*Directions:* Would you output all the lines below precisely as they stand, leaving each picture out?

*Provided information:*

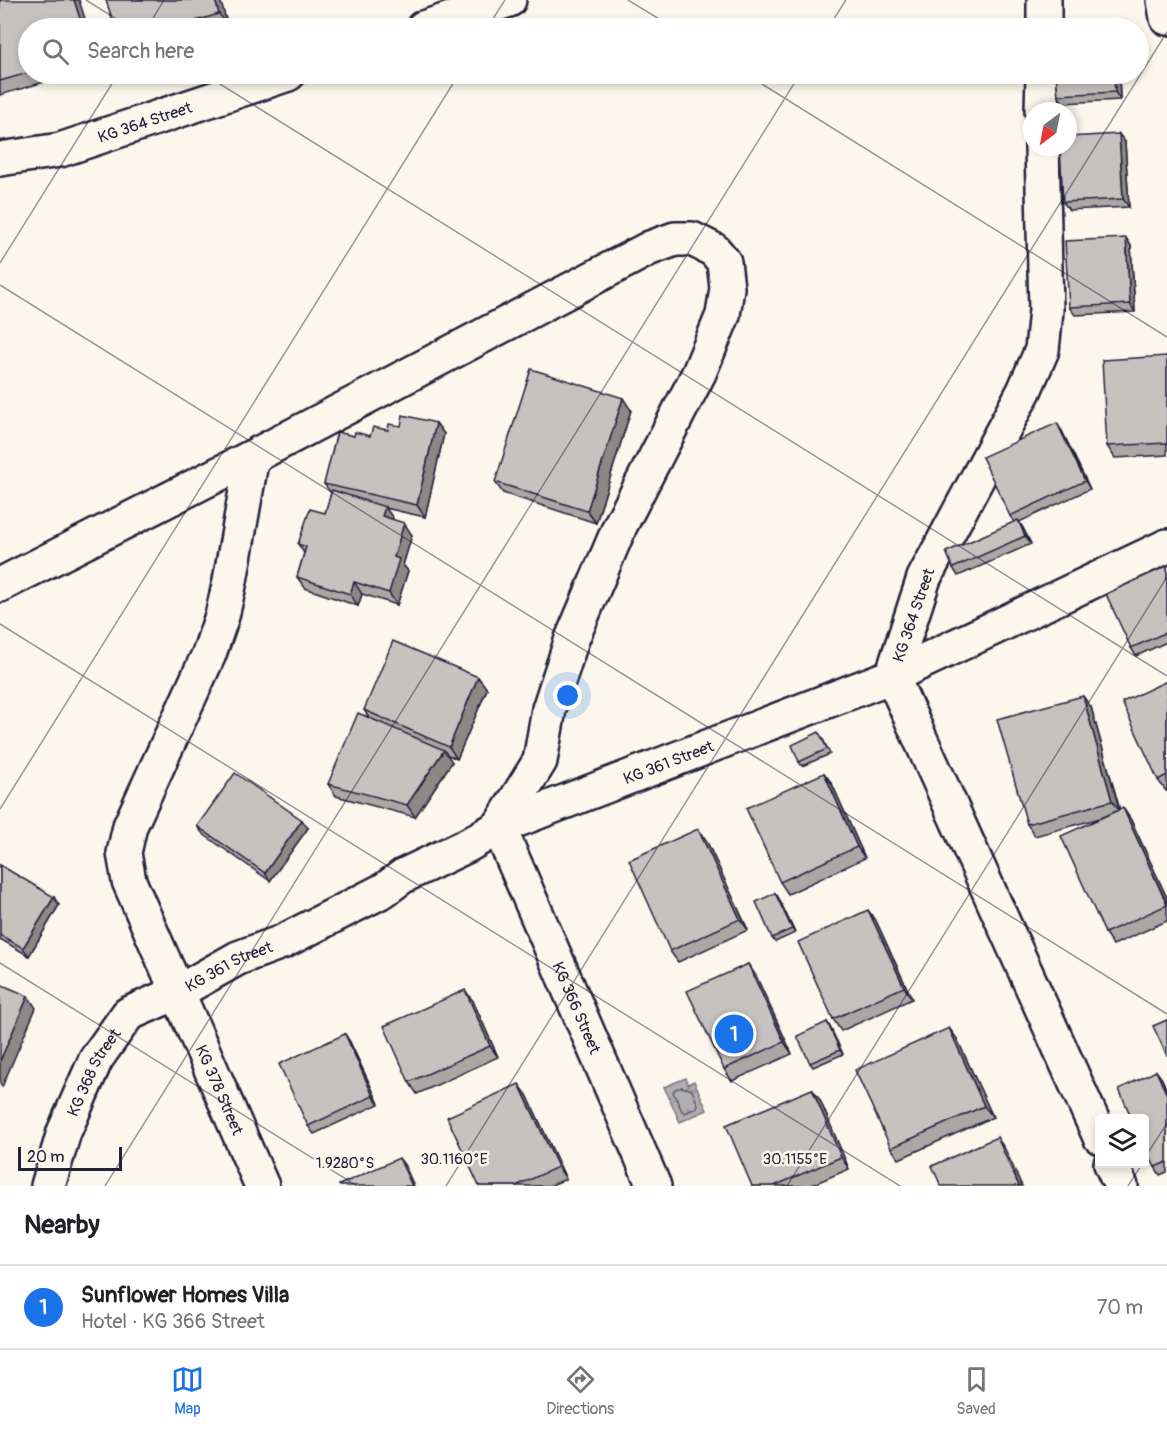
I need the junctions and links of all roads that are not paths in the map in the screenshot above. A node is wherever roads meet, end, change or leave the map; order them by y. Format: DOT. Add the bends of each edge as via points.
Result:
graph roads {
  1 [pos="509,0"];
  2 [pos="1044,0"];
  3 [pos="1164,0"];
  4 [pos="454,18"];
  5 [pos="1044,18"];
  6 [pos="1167,18"];
  7 [pos="258,84"];
  8 [pos="1043,84"];
  9 [pos="1042,102"];
  10 [pos="1042,156"];
  11 [pos="0,159"];
  12 [pos="252,457"];
  13 [pos="1167,546"];
  14 [pos="0,585"];
  15 [pos="892,676"];
  16 [pos="499,827"];
  17 [pos="178,992"];
  18 [pos="1095,1126"];
  19 [pos="1113,1168"];
  20 [pos="48,1186"];
  21 [pos="262,1186"];
  22 [pos="654,1186"];
  23 [pos="1121,1186"];
  1 -- 4 [label="street"];
  2 -- 5 [label="street"];
  3 -- 6 [label="street"];
  7 -- 11 [label="street, KG 364 Street" via="60,150"];
  8 -- 9 [label="street"];
  10 -- 15 [label="street, KG 364 Street" via="1046,310 1042,350 924,578"];
  12 -- 14 [label="street"];
  12 -- 16 [label="street" via="650,248 675,239 692,239 714,250 724,262 727,288 723,315 699,373 620,526 572,639 549,709 540,761"];
  12 -- 17 [label="street, KG 378 Street" via="222,616 209,654 130,826 124,853 129,880"];
  13 -- 15 [label="street, KG 361 Street"];
  15 -- 16 [label="street, KG 361 Street"];
  15 -- 18 [label="street, KG 364 Street"];
  16 -- 17 [label="street, KG 361 Street" via="403,876 384,890 282,942 238,958"];
  16 -- 22 [label="street, KG 366 Street"];
  17 -- 20 [label="street, KG 368 Street" via="128,1014 96,1059 64,1132"];
  17 -- 21 [label="street, KG 378 Street"];
  19 -- 23 [label="street"];
}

*Answer to the exercise:*
I need the junctions and links of all roads that are not paths in the map in the screenshot above. A node is wherever roads meet, end, change or leave the map; order them by y. Format: DOT. Add the bends of each edge as via points.
Result:
graph roads {
  1 [pos="509,0"];
  2 [pos="1044,0"];
  3 [pos="1164,0"];
  4 [pos="454,18"];
  5 [pos="1044,18"];
  6 [pos="1167,18"];
  7 [pos="258,84"];
  8 [pos="1043,84"];
  9 [pos="1042,102"];
  10 [pos="1042,156"];
  11 [pos="0,159"];
  12 [pos="252,457"];
  13 [pos="1167,546"];
  14 [pos="0,585"];
  15 [pos="892,676"];
  16 [pos="499,827"];
  17 [pos="178,992"];
  18 [pos="1095,1126"];
  19 [pos="1113,1168"];
  20 [pos="48,1186"];
  21 [pos="262,1186"];
  22 [pos="654,1186"];
  23 [pos="1121,1186"];
  1 -- 4 [label="street"];
  2 -- 5 [label="street"];
  3 -- 6 [label="street"];
  7 -- 11 [label="street, KG 364 Street" via="60,150"];
  8 -- 9 [label="street"];
  10 -- 15 [label="street, KG 364 Street" via="1046,310 1042,350 924,578"];
  12 -- 14 [label="street"];
  12 -- 16 [label="street" via="650,248 675,239 692,239 714,250 724,262 727,288 723,315 699,373 620,526 572,639 549,709 540,761"];
  12 -- 17 [label="street, KG 378 Street" via="222,616 209,654 130,826 124,853 129,880"];
  13 -- 15 [label="street, KG 361 Street"];
  15 -- 16 [label="street, KG 361 Street"];
  15 -- 18 [label="street, KG 364 Street"];
  16 -- 17 [label="street, KG 361 Street" via="403,876 384,890 282,942 238,958"];
  16 -- 22 [label="street, KG 366 Street"];
  17 -- 20 [label="street, KG 368 Street" via="128,1014 96,1059 64,1132"];
  17 -- 21 [label="street, KG 378 Street"];
  19 -- 23 [label="street"];
}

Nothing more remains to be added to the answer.